Medium-chain triglyceride (MCT) oil is comprised of primarily caprylic (C8:0) and capric (C10:0) acids with a very small percentage of caproic (C6:0) and lauric (C12:0) acids, which are esterified to a glycerol backbone. MCT oil is a light yellow, translucent, odorless liquid at room temperature (MCT's are also available in powder form). Although completely saturated, it is not atherogenic [2] or solid in consistency like other saturated fats, due to the shorter chain lengths of the fatty acids within the oil. 

The energy value of MCT oil is approximately 7-9 Calories per gram, and this fat is metabolized differently than long-chain triglycerides (LCT). Complete hydrolysis to MCFA's and small amounts of monoglycerides occurs in the stomach with very little secretion of pancreatic lipase or bile acids. After MCFA's are absorbed into the intestinal mucosal cells, they are not resynthesized into triglycerides and incorporated into chylomicrons as are long-chain fatty acids. MCFA's bypass the lymphatic system and are carried by the portal vein directly to the liver, where they are metabolized to produce carbon dioxide, ketones, and acetate. 

Therapeutic uses
Due to the unique properties of MCT's, they are used as a fat source in many disease states. MCT oil can be used to add calories to a formula or diet in the case of malabsorption syndromes. Due to a more rapid digestion and absorption, MCT's increase the osmolality of formulas. Since it requires lower concentrations of bile or pancreatic lipase for digestion and absorption, patients with bile acid and pancreatic lipase deficiencies benefit from adding this fat source to the diet. MCT's comprise the lipid component in many infant formulas because infants rely on lingual lipase for lipid digestion when pancreatic function is not fully developed. 
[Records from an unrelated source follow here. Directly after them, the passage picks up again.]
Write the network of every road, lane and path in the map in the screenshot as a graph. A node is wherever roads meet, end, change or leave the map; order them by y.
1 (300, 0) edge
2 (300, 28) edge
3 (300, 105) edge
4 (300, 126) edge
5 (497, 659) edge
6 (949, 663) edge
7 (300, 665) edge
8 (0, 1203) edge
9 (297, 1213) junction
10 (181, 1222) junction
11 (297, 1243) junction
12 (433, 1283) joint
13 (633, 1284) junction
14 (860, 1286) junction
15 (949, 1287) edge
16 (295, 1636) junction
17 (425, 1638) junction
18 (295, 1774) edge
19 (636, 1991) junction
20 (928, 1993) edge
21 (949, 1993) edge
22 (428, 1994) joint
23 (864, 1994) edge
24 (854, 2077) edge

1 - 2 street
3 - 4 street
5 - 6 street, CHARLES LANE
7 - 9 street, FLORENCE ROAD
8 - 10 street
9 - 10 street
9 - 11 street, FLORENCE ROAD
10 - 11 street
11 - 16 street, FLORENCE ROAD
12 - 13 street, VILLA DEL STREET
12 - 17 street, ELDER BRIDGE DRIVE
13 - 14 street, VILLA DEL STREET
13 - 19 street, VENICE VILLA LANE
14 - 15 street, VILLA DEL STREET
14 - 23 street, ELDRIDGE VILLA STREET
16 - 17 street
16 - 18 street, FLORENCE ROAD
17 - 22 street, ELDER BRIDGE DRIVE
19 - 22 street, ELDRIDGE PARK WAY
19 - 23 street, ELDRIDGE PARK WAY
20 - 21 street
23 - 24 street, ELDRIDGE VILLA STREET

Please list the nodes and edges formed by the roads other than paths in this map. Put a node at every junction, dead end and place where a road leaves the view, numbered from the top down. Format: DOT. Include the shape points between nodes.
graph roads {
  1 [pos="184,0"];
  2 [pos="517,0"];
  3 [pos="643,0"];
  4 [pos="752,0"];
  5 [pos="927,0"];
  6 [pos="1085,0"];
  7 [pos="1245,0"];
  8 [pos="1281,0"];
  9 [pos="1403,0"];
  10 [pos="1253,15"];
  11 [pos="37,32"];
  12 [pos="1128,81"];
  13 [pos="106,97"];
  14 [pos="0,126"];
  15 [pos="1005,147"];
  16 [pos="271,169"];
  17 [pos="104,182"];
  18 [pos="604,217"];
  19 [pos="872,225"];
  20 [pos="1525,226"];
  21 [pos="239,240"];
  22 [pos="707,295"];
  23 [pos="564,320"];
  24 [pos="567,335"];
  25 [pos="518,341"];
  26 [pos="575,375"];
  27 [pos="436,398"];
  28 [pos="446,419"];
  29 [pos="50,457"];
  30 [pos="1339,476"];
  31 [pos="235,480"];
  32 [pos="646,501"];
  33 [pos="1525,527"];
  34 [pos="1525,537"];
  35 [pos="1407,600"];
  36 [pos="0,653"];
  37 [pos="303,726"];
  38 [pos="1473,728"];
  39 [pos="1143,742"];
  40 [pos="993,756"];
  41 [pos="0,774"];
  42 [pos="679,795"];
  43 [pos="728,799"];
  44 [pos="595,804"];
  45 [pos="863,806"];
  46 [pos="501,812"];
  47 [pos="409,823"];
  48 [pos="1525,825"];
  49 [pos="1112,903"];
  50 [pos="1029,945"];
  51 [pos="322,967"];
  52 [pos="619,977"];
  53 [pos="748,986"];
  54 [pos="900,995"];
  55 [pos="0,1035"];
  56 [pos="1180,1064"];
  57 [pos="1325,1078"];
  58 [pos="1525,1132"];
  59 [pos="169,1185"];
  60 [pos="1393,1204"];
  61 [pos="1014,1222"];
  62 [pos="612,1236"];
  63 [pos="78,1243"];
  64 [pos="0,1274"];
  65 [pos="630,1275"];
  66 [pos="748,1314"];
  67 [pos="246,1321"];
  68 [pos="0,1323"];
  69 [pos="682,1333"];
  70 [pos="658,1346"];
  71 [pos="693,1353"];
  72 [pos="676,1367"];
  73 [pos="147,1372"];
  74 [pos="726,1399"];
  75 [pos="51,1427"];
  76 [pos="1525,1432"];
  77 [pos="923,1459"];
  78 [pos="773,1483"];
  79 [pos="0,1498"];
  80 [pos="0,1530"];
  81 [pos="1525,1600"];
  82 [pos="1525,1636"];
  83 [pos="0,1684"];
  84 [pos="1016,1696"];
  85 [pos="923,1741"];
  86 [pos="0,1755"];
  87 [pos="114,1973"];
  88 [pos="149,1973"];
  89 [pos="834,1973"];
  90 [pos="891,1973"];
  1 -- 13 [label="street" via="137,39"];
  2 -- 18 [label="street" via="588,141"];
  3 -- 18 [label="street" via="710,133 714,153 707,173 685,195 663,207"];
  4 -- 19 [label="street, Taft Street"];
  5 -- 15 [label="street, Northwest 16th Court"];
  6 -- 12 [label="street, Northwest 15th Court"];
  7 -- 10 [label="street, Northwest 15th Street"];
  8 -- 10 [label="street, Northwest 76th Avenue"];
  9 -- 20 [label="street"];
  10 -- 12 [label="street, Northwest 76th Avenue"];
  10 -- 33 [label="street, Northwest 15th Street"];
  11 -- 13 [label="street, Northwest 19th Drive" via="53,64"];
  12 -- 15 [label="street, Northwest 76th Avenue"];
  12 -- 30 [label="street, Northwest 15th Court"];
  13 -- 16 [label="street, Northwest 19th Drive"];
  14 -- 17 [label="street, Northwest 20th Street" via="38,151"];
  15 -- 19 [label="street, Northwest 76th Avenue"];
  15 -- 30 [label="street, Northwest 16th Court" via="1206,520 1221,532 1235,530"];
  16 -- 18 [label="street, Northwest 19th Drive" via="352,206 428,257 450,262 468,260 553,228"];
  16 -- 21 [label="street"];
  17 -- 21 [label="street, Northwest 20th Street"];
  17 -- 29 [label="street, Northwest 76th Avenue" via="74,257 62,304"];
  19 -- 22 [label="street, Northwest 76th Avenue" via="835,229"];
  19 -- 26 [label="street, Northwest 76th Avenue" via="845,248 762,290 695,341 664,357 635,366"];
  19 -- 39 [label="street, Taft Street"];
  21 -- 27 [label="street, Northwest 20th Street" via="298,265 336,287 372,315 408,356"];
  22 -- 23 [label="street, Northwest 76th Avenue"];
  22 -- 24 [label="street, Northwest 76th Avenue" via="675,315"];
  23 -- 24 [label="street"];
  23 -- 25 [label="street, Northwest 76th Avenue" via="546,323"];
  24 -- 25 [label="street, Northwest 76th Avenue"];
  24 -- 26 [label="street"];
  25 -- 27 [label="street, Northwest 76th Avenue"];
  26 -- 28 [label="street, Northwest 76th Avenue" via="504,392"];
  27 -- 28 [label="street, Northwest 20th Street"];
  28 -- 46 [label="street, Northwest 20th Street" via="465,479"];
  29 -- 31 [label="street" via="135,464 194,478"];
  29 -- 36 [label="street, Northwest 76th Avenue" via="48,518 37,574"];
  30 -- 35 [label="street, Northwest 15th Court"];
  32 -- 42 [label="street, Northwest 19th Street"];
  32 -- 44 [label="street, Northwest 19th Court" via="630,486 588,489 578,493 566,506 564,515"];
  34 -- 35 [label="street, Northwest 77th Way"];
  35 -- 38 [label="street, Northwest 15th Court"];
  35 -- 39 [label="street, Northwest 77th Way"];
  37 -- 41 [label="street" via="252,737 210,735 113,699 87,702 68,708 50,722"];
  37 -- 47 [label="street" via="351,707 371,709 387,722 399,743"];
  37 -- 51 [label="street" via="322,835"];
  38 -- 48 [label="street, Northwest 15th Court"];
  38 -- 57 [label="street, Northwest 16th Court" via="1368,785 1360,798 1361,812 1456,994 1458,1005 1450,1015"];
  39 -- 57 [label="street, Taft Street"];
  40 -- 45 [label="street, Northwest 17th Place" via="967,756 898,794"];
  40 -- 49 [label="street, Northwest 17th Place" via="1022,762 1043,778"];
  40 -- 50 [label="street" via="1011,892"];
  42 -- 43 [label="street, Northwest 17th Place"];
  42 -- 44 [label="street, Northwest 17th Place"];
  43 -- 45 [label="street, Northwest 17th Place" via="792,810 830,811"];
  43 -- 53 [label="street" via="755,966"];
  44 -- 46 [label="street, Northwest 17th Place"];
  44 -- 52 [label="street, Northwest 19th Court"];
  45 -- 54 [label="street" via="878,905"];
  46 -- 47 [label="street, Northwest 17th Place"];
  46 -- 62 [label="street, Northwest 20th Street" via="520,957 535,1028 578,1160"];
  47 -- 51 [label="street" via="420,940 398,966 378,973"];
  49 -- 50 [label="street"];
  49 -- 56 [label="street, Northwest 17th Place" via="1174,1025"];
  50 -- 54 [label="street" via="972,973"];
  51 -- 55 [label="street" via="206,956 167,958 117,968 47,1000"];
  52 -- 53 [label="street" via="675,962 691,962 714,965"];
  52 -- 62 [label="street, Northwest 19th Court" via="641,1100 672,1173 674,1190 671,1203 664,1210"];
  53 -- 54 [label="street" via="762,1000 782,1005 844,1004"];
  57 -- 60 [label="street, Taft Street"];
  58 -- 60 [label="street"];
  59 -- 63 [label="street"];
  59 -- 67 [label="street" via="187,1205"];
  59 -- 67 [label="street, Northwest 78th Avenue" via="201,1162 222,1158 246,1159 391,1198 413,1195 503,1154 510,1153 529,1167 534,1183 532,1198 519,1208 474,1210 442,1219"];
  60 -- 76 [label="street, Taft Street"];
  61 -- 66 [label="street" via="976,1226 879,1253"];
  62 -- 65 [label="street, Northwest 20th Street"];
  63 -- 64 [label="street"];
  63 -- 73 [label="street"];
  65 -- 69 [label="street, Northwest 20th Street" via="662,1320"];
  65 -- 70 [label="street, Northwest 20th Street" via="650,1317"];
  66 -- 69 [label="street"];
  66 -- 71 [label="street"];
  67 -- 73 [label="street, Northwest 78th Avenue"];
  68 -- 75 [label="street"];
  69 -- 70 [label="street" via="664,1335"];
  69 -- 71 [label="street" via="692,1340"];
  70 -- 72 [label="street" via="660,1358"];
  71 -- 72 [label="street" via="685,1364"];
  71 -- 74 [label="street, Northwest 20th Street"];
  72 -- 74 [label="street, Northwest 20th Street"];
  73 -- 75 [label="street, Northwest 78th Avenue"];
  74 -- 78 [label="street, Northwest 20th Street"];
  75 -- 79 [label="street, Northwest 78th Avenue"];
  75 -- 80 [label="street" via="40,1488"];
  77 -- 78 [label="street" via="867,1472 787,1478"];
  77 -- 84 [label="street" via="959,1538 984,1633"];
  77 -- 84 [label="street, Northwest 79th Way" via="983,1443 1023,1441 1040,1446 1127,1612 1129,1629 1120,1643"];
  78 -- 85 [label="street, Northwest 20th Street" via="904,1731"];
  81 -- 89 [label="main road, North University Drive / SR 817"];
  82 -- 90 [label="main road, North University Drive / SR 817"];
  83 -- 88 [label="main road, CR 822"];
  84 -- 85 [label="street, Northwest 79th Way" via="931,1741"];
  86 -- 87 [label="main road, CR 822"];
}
MCT's are contraindicated for people with diabetes, due to the risk of hyperketonemia. MCT's are also generally not recommended for people who have compromised hepatic function because a diseased liver does not have the ability to clear the increased levels of MCFA's. Essential fatty acids and fat-soluble vitamins must be added to MCT oil if it is a significant source of fat in the diet. 

MCT oil is also unpalatable for some people and may cause diarrhea when it is consumed in large amounts (for people who experience GI distress, small amounts throughout the day promote greater tolerance). The high cost of MCT oil is another limitation to its use in the diet. These factors should be addressed by the dietitian or physician after it is determined whether a client or patient can benefit from MCT oil. 

Alternative uses
Besides being used to alleviate the effects of malabsorption syndromes, MCT's have some nontraditional applications. The ketogenic diet has been effective in treating chronic seizures. MCT's are used to induce ketosis in these patients. 

When MCT's are substituted for long-chain triglycerides in the diet, animals gain less weight, store less adipose, and experience an increase in metabolic rate [3, 4, 5]. MCT-fed mice also have been shown to possess increased endurance over that of LCT-fed mice [6]. It is probably these factors that have brought MCT oil into the market of ergogenic aids and dietary supplements. Due to the caloric value of MCT oil, it can be effective in adding energy to the diet. 

There is far less research conducted in human subjects, and the results from animal studies do not necessarily apply to humans. The amount of this fat that is consumed by animals to create a performance effect is far more than the average human consumption of fat. Nevertheless, it could be beneficial to substitute MCT oil for other oils that contain long-chain fatty acids, since scientific evidence indicates that MCT's may be less easily stored as adipose. Recipes using MCT oil have been published [7], and MCT oil can be substituted in place of most cooking oils. 

For More Information
Search the HCRC and NCAHF Web Sites
References
Babayan, VK (1987) Medium chain triglycerides and structured lipids. Lipids, 22(6), 417. 
Blackburn, GL et al. (1989) A reevaluation of coconut oil's effect on serum cholesterol and atherogenesis. J. Phil. Med. Assoc., 65(1), 144. 
Hashim, SA (1967) Medium chain triglycerides: Clinical and metabolic aspects. J. Amer. Diet. Assoc., 67(9), 221. 
Baba, N et al. (1982) Enhanced thermogenesis and diminished deposition of fat in response to overfeeding with diet containing medium chain triglyceride. Amer. J. Clin. Nutr., 35(4), 678. 
Geliebter, A et al. (1983) Overfeeding with medium-chain triglyceride diet results in diminished deposition of fat. Amer. J. 
Clin. Nutr., 37(1), 1. 
Fushiki, T et al. (1995) Swimming endurance capacity of mice is increased by chronic consumption of medium chain triglycerides. J. Nutr., 125(3), 531. 
Schizas, AA et al. (1967) Medium chain triglycerides: Use in food preparation. J. Amer. Diet. Assoc., 67(9), 228. 


* Looks good to me !


----------



## david (Jul 17, 2002)

Whoa!  I will come back to this anytime someone ask me why I have it here in the house.  Thanks LAM!


----------



## mama's boy (Jul 18, 2002)

Most excellent post, LAM! Very informative!


----------



## Dr. Pain (Jul 18, 2002)

Take more than a TBLS and you will double over with cramps unless you have a tolerance to it!  Never cook with it...low smoking point, and see Parrillo.com for info on how to use it!

I suggest leaving it alone! 


DP


----------



## david (Jul 18, 2002)

Awww rats!  I was gonna cook Fried Chicken and French Fries with it..............  LOL!   Just kidding.  Yes, upset stomachs are very common with MCT oil when I took it!  I put it in shakes and lessen the dose.  But I haven't use it for sometime now!


----------